- A Escócia, terceira colocada no grupo, precisa de pontos para avançar; um empate já basta e deve levar a equipe a uma postura mais defensiva desde o início.
- O time joga no 4-4-1-1, com McTominay à frente da segunda linha e Che Adams como único atacante de ofício; McTominay e Ferguson são os que mais percorrem o Mundial, com médias superiores a 12,250 km por jogo.
- A defesa é sólida, mas apresenta falhas: Hanley tem ritmo menor que jogadores rápidos; Hendry é rápido e vira surpresa positiva; Robertson tem queda de rendimento e Hickey encara Vini Jr. pela direita; a saída de bola também é vulnerável a marcasção alta.
- O lateral esquerdo é dobrado: Tierney atua improvisadamente como meio-campista esquerdo, fortalecendo o setor pela esquerda e pressionando os atacantes adversários.
- O ataque é um problema, com Adams como centroavante único; McTominay pode atuar como opção adicional de finalização, enquanto no banco há Lindon Dykes, com força física, mas menos refinamento técnico.
Scottish defense se mantém firme, mas precisa melhorar a transição ao enfrentar o Brasil na Copa do Mundo. A Escócia entra em campo com a condição de empatar para avançar, o que tende a puxar uma postura mais conservadora desde o início.
A estratégia é atravessar o campo com controle, dificultando o ataque brasileiro e explorando o erro de saída de bola. O foco fica nos pontas, especialmente para conter Vini Jr e os deslocamentos da defesa brasileira.
Sistema tático
A base é o 4-4-1-1, com dois volantes e dois meias abertos no meio.
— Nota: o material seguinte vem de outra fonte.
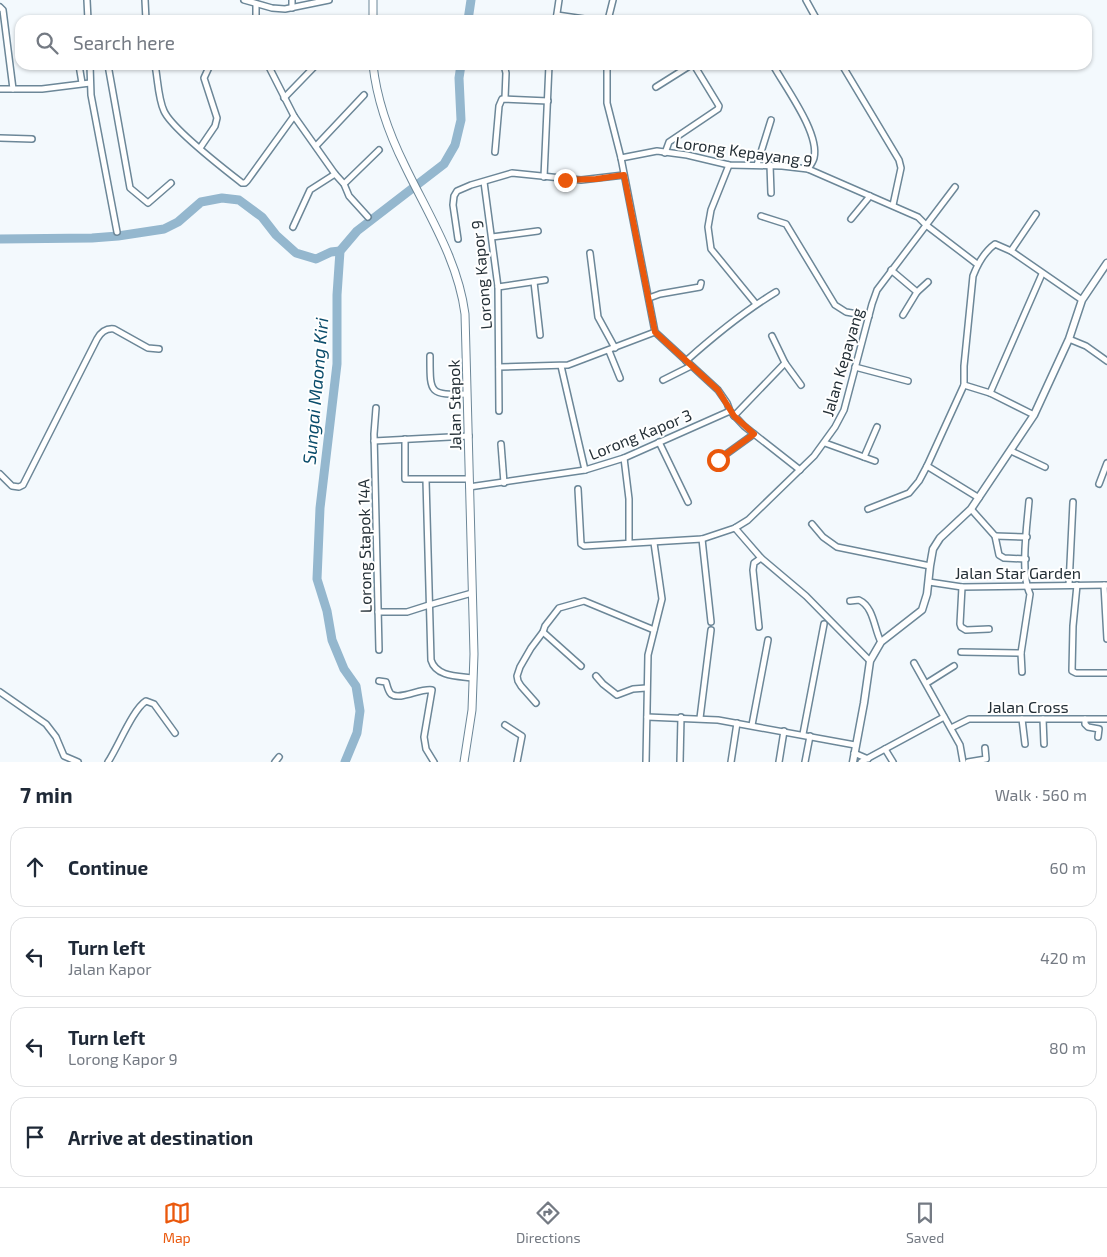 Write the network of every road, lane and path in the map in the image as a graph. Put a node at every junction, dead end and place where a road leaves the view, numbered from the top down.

Scott McTominay atua à frente da linha de contenção, enquanto Che Adams é o atacante de referência, no Torino. A ideia é alternar entre armação e finalização.
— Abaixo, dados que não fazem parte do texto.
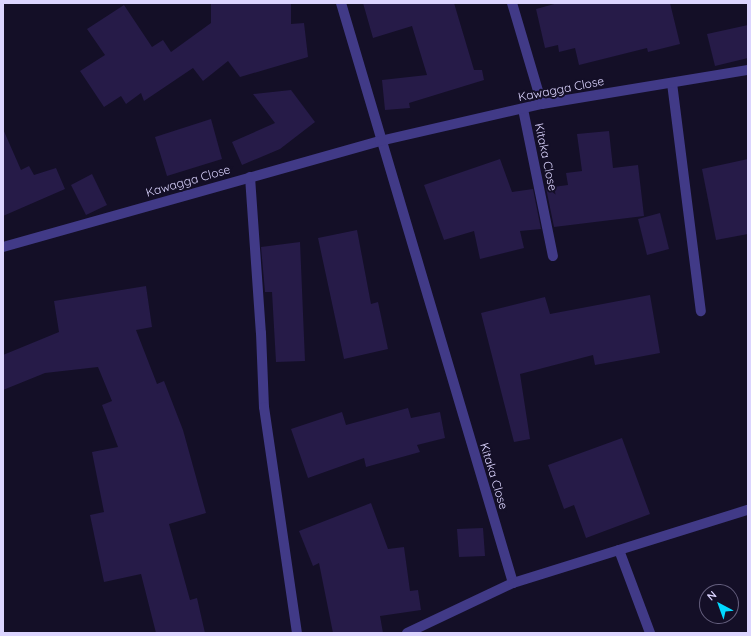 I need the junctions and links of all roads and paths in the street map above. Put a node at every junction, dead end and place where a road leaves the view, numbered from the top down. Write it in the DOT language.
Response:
graph roads {
  1 [pos="341,3"];
  2 [pos="512,3"];
  3 [pos="748,70"];
  4 [pos="672,83"];
  5 [pos="542,104"];
  6 [pos="523,110"];
  7 [pos="380,141"];
  8 [pos="250,178"];
  9 [pos="3,247"];
  10 [pos="553,256"];
  11 [pos="700,311"];
  12 [pos="748,510"];
  13 [pos="619,550"];
  14 [pos="512,583"];
  15 [pos="296,633"];
  16 [pos="407,633"];
  17 [pos="650,633"];
  1 -- 7 [label="street"];
  2 -- 5 [label="street"];
  3 -- 4 [label="street, Kawagga Close"];
  4 -- 5 [label="street, Kawagga Close"];
  4 -- 11 [label="street"];
  5 -- 6 [label="street, Kawagga Close"];
  6 -- 7 [label="street, Kawagga Close"];
  6 -- 10 [label="street, Kitaka Close"];
  7 -- 8 [label="street, Kawagga Close"];
  7 -- 14 [label="street, Kitaka Close"];
  8 -- 9 [label="street, Kawagga Close"];
  8 -- 15 [label="street"];
  12 -- 13 [label="street"];
  13 -- 14 [label="street"];
  13 -- 17 [label="street"];
  14 -- 16 [label="street"];
}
McTominay tem versatilidade para jogar entre as linhas ou aparecer na finalização. Quando a equipe não tem a bola, ele recua para o meio-campo, com um volante entre as linhas, quase como terceiro homem de criação.
Segundo dados da Fifa, McTominay e Lewis Ferguson percorrem distâncias altas por partida, acima de 12,2 km. Esse desgaste pode definir o ritmo do duelo entre defesa sólida e pressão sobre o adversário.
Defesa dura
O sistema defensivo é sólido, mas já apresentou falhas nas primeiras partidas desta Copa. Grant Hanley tem bom físico, porém velocidade para acompanhar atacantes velozes é um ponto a considerar.
Jack Hendry aparece como surpresa positiva pela velocidade e leitura de jogo. Do lado esquerdo, Robertson é o nome mais conhecido, mas perde rendimento recente; Hickey atua pela direita, sem experiência em grandes jogos.
A saída de bola brasileira pode ser explorada pela pressão da marcação. A defesa precisa manter recuo compacto e evitar espaços entre linhas para não favorecer a criação adversária.
Lateral dobrada
No lado esquerdo, Robertson é titular, com Tierney recuando para o meio como meio-campista pela esquerda. A dobradia de laterais transformou o setor em uma arma, especialmente ao ultrapassar pela esquerda.
Para o Brasil, a estratégia indica sobrecarga do corredor esquerdo da defesa escocesa, explorando a ausência de Raphinha e pressionando Danilo com apoio de Tierney e McTominay.
Atacante solitário
Ofensivamente, a Escócia depende de um centroavante, Che Adams, que não é o típico centroavante de área. Com 1,79 m, Adams não atua como alvo principal de bolas aéreas.
McTominay aparece como segunda opção de.finalização e pode recuar para construir jogadas. No banco, Lindon Dykes oferece físico e altura, porém com limitações técnicas.